Hay en la vida de Sigüenza y Góngora un episodio interesante que vamos a mencionar.

Era el año de 1692, año terrible para la Ciudad de México, porque el hambre reinaba sobre sus habitantes, y el pueblo pobre era, como siempre, la víctima predilecta de las enfermedades y de la muerte. Por el mes de junio, pudo convencerse la muchedumbre, de que los ricos y los empleados habían introducido ocultamente grandes cantidades de maíz, para venderlo a precios elevados. En la noche del 8 se amotinó la plebe, y después de haber apedreado las ventanas del palacio y cometido otros insultos, según refiere el P. Cavo, insultos que no pudieron impedir ni los vecinos de mayor autoridad ni el arzobispo, pegó fuego al palacio del virrey, a las casas de Cabildo y al Parián. La audiencia, corregidor y alcaldes corrieron a juntar gente para apagar el incendio, pero sus diligencias fueron inútiles, y el fuego continuó toda la noche. “La voz de que se quemaban las casas de Cabildo llegó al retiro de D. Carlos de Sigüenza y Góngora, y este literato, honor de México —continúa diciendo el P. Cavo— excitado del amor de las letras y de la patria, considerando que en un momento iban a ser consumidos por las llamas los monumentos más preciosos de la historia antigua y moderna de los mexicanos, que se conservaban en aquel archivo, con sus amigos y alguna gente moza y denodada, a quien dio cantidad de dinero, partió para la plaza; y viendo que por las piezas bajas no era dable subir al archivo, pues el fuego las había ocupado puestas escaleras y forzadas las ventanas, aquellos hombres intrépidos penetraron a las piezas, y aunque el fuego se propagaba en ellas, en medio de las llamas asiendo de aquí y de allí los códices y libros capitulares, los lanzaban a la plaza, en cuyo ministerio tan arriesgado continuaron hasta que no dejaron monumento de los que no habían sido devorados por el fuego.

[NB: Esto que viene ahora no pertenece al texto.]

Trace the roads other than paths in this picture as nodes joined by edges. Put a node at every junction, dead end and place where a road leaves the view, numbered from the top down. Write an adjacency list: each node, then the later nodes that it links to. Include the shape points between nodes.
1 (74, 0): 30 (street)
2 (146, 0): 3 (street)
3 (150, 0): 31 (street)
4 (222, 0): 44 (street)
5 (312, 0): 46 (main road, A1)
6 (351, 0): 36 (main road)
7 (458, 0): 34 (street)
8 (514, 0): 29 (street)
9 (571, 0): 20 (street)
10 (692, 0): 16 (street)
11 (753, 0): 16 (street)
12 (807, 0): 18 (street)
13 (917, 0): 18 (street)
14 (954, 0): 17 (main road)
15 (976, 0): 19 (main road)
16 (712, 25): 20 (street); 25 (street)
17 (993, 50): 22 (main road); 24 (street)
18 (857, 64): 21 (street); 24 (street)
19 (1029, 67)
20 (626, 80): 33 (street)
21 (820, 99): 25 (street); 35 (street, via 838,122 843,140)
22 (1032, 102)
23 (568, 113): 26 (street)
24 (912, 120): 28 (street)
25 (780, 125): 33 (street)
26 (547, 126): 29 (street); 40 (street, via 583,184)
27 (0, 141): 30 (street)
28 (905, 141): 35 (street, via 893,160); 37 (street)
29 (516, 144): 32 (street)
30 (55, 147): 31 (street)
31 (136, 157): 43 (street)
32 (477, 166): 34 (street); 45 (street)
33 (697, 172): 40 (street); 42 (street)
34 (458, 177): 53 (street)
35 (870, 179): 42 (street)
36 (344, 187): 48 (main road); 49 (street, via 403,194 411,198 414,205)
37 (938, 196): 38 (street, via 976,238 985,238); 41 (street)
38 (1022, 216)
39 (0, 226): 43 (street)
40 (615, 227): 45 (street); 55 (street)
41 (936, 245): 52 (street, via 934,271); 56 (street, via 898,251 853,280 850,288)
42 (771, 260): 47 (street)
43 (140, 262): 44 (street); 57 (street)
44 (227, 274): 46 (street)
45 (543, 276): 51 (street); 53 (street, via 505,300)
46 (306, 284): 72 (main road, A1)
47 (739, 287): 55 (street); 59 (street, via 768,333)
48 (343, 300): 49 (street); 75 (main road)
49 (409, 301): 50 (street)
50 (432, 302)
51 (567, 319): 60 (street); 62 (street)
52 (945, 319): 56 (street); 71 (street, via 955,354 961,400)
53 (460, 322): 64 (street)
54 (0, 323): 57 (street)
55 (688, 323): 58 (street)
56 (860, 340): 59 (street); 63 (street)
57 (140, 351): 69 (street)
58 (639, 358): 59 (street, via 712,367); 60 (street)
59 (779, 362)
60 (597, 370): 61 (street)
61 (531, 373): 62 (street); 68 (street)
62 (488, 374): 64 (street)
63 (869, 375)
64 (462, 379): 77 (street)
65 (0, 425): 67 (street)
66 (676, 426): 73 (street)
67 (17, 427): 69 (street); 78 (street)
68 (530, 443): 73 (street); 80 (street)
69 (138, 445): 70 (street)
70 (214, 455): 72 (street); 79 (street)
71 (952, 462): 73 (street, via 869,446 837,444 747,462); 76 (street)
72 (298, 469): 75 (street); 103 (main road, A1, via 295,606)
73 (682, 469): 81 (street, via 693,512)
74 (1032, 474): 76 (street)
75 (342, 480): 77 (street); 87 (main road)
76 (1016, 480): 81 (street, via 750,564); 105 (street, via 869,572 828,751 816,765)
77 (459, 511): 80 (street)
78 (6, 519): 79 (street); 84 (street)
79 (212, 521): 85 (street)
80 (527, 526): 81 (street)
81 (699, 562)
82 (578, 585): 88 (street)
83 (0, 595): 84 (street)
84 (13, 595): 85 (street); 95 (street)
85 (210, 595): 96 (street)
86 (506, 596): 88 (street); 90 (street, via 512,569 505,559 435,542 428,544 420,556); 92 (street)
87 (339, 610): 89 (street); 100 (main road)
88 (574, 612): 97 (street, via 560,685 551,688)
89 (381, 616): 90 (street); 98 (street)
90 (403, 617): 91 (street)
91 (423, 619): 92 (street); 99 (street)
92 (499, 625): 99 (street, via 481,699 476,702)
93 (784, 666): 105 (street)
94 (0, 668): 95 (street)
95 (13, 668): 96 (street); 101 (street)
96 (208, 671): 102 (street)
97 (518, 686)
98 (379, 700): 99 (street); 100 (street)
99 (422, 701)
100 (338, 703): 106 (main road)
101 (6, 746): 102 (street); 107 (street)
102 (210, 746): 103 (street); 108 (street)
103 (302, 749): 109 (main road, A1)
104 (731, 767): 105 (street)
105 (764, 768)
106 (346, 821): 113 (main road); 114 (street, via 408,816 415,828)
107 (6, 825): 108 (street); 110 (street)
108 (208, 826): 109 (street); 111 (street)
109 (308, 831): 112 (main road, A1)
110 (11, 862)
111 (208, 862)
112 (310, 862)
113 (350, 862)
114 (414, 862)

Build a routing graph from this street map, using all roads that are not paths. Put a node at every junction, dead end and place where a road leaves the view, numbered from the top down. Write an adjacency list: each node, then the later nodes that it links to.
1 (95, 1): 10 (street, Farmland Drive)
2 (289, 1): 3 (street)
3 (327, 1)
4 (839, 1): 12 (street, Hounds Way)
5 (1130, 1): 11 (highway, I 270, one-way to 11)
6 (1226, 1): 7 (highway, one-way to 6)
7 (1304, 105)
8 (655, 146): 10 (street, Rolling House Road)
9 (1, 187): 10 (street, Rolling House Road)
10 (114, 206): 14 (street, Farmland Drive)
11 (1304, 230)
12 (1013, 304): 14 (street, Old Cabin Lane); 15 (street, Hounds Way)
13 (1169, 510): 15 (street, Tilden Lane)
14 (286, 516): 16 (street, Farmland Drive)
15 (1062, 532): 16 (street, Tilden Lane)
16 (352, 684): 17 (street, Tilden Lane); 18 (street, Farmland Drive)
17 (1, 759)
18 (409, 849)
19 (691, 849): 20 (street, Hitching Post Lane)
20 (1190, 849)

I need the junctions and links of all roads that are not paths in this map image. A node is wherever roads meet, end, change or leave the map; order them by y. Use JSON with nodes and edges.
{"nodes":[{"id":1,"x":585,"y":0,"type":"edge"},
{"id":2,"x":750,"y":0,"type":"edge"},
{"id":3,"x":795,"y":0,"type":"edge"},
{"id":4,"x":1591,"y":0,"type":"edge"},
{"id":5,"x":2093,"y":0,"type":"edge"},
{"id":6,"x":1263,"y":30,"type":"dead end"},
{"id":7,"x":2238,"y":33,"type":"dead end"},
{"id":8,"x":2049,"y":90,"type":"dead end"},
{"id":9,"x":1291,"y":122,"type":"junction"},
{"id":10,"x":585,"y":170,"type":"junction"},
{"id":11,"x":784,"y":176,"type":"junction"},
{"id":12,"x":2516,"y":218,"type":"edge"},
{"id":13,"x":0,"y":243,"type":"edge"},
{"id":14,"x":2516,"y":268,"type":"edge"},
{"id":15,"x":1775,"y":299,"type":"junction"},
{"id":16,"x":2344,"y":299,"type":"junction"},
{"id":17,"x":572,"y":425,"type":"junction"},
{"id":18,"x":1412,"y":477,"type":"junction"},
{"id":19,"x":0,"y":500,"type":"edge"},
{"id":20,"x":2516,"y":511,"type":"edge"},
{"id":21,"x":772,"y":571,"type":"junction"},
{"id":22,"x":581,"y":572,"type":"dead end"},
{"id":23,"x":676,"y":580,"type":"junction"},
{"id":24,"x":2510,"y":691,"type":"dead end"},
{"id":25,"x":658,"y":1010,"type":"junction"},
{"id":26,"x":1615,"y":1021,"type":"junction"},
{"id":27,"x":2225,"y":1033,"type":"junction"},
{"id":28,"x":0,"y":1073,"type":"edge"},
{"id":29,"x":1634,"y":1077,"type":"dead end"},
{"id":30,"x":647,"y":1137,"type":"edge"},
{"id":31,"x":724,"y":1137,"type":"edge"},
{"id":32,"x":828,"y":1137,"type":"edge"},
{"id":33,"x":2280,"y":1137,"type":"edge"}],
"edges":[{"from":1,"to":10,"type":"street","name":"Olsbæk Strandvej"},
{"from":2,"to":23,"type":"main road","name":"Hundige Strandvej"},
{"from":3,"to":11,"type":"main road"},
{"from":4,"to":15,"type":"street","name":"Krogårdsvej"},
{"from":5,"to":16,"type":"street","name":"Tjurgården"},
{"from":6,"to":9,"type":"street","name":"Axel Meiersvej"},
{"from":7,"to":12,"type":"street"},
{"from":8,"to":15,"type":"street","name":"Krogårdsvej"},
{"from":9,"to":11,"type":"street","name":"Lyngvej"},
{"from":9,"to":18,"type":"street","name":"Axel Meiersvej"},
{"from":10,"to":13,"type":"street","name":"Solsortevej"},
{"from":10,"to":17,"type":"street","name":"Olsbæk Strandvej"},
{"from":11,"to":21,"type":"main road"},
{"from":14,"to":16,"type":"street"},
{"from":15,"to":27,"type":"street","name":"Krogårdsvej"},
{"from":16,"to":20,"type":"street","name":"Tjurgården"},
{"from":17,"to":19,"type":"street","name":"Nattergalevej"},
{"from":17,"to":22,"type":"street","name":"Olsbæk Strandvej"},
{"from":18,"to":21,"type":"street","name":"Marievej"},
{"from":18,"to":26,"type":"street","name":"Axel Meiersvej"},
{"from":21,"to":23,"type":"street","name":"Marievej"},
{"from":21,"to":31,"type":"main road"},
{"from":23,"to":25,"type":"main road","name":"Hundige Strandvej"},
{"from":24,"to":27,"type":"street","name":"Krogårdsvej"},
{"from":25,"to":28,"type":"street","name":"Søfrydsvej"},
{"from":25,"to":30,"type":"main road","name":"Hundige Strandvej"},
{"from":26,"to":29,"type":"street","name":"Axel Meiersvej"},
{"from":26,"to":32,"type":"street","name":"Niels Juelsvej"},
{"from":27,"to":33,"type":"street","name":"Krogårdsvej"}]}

Este rasgo de la vida de Sigüenza y Góngora, exponiendo su existencia y gastando sus cortos recursos para salvar del fuego los monumentos para la historia de México, nos ha traído naturalmente a la memoria la conducta del arzobispo Zumárraga, arrojando a las llamas las antigüedades mexicanas, esos datos preciosos para juzgar del origen de los hechos notables de los primitivos habitantes de este país. Es que para Sigüenza y Góngora, en esos papeles estaba la luz de la historia, y para Zumárraga, aquellos jeroglíficos eran arte del demonio. Es que Sigüenza era la inteligencia; y Zumárraga, el fanatismo.